──────── AVAILABLE DATA ────────
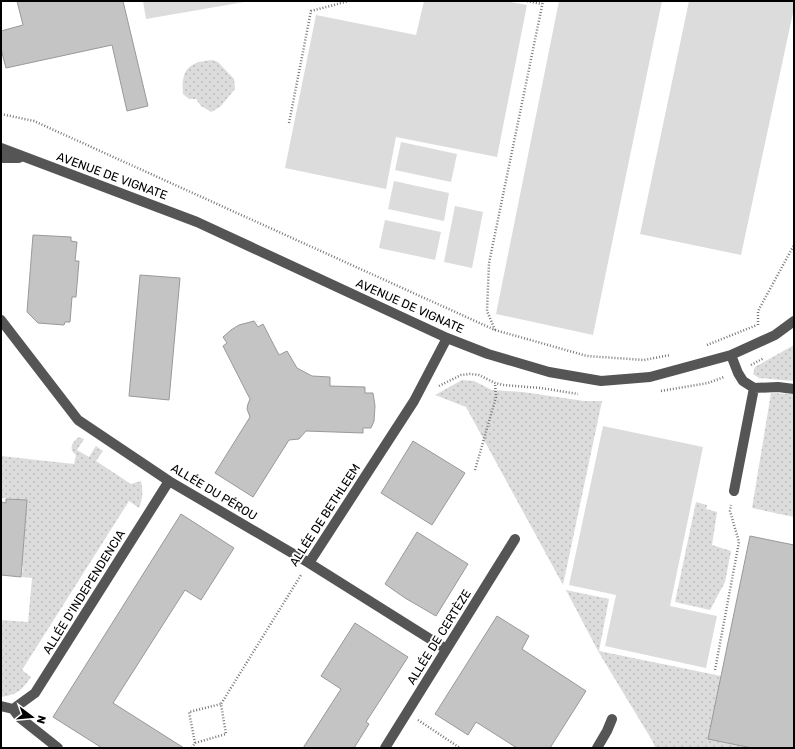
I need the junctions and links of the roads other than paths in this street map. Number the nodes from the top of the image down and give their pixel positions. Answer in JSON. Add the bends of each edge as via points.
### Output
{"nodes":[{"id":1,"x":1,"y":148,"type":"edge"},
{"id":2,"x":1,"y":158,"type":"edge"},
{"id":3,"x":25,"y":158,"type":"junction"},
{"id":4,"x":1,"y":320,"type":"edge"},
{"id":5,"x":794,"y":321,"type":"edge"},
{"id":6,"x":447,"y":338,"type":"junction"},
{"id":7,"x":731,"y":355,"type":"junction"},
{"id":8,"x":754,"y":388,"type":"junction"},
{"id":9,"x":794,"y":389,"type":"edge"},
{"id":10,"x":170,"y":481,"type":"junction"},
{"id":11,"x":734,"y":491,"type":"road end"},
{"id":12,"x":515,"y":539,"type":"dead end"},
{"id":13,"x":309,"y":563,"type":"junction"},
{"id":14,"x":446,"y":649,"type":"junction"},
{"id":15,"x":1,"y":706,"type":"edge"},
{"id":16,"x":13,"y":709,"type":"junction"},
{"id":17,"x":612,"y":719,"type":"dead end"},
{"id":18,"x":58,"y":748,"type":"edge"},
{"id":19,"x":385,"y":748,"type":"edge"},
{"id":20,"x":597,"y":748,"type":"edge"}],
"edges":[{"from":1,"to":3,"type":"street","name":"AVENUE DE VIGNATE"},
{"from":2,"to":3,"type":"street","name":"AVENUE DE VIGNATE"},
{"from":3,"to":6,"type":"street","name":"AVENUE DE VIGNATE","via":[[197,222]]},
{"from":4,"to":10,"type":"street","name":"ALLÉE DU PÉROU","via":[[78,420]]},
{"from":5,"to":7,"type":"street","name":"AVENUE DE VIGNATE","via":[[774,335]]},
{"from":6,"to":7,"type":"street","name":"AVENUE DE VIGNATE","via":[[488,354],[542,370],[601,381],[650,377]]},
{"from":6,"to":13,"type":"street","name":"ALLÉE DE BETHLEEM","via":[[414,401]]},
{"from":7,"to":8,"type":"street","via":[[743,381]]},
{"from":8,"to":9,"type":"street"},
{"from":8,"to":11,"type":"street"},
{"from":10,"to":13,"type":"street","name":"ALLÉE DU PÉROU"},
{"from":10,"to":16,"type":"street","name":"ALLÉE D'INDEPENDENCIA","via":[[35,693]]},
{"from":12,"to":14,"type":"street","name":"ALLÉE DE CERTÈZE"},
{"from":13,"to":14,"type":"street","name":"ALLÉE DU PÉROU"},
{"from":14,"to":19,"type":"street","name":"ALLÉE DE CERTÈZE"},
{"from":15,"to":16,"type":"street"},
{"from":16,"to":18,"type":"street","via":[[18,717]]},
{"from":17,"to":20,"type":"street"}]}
────────
──────── AVAILABLE DATA ────────
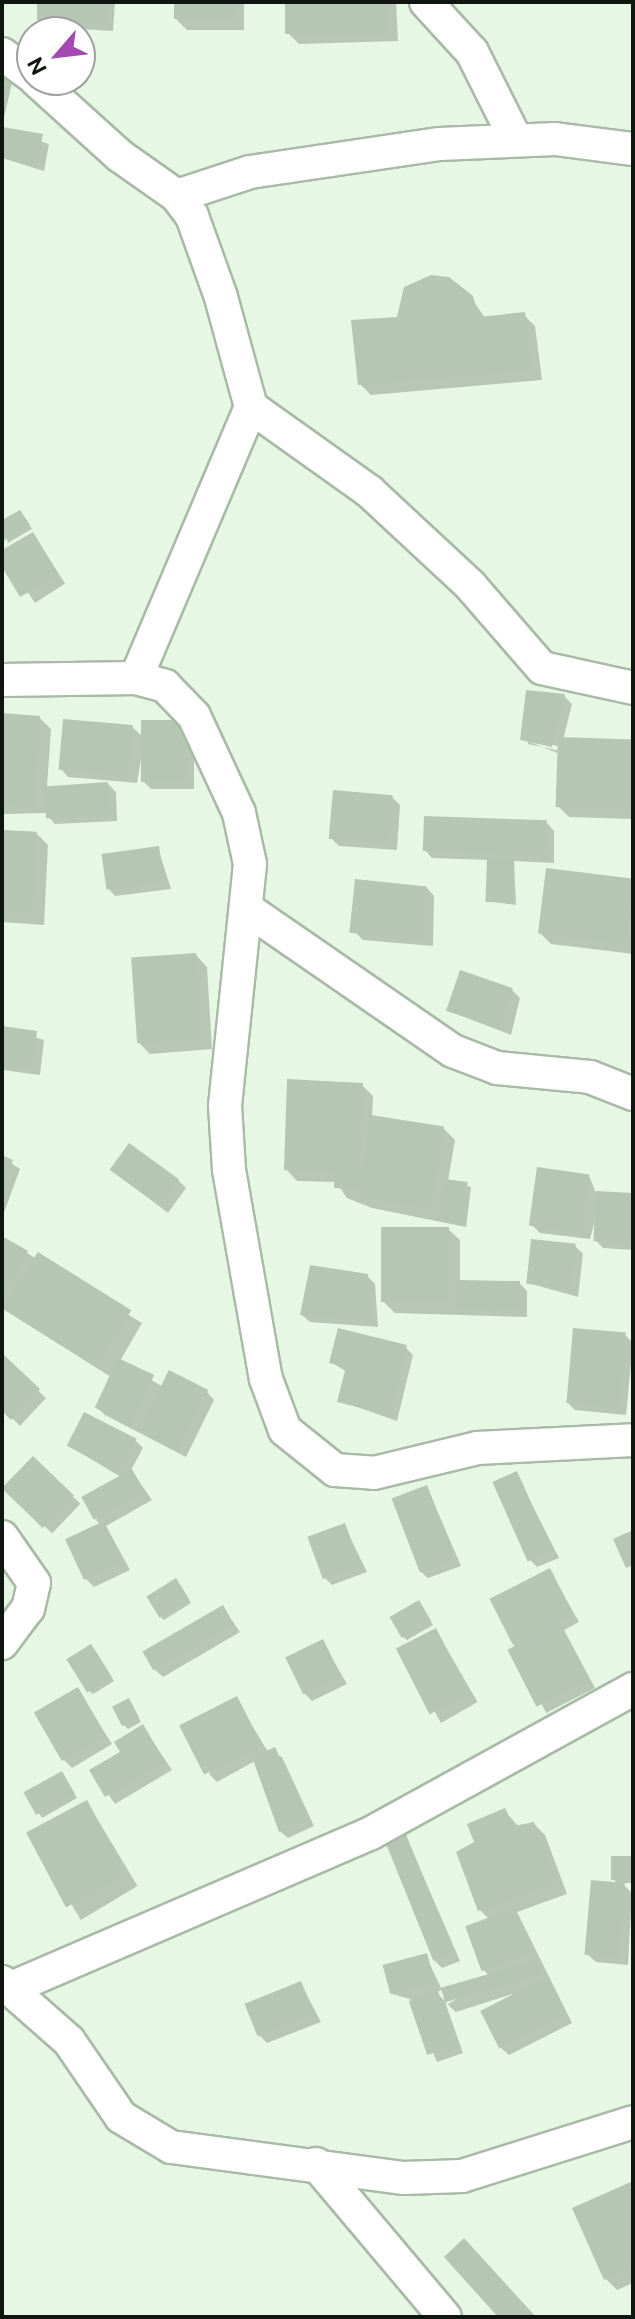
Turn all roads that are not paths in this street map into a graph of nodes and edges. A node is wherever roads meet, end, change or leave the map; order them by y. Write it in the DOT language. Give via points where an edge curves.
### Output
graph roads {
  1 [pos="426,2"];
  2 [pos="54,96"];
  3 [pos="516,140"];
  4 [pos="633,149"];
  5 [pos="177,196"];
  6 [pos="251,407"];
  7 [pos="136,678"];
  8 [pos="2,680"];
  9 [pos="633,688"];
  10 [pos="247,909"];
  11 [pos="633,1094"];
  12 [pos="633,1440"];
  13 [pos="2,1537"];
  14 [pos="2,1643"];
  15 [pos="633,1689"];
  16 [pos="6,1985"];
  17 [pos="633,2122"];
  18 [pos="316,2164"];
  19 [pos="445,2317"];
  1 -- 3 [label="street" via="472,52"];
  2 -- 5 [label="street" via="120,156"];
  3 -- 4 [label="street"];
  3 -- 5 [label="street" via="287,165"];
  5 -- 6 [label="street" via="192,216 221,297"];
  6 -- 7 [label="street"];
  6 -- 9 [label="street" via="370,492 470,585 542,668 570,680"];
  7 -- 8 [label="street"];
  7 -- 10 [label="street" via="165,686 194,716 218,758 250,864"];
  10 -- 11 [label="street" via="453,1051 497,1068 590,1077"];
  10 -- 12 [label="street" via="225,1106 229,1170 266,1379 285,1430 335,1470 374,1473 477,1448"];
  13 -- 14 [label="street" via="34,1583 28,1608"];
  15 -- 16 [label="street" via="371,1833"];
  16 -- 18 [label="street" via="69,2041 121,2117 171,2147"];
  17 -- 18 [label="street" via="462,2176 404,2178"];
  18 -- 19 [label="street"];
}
────────
__REQUIREMENT__: Pick out every line of the listing containing the word "points", and show those lines.

__EXPECTED ANSWER__:
I need the junctions and links of the roads other than paths in this street map. Number the nodes from the top of the image down and give their pixel positions. Answer in JSON. Add the bends of each edge as via points.
Turn all roads that are not paths in this street map into a graph of nodes and edges. A node is wherever roads meet, end, change or leave the map; order them by y. Write it in the DOT language. Give via points where an edge curves.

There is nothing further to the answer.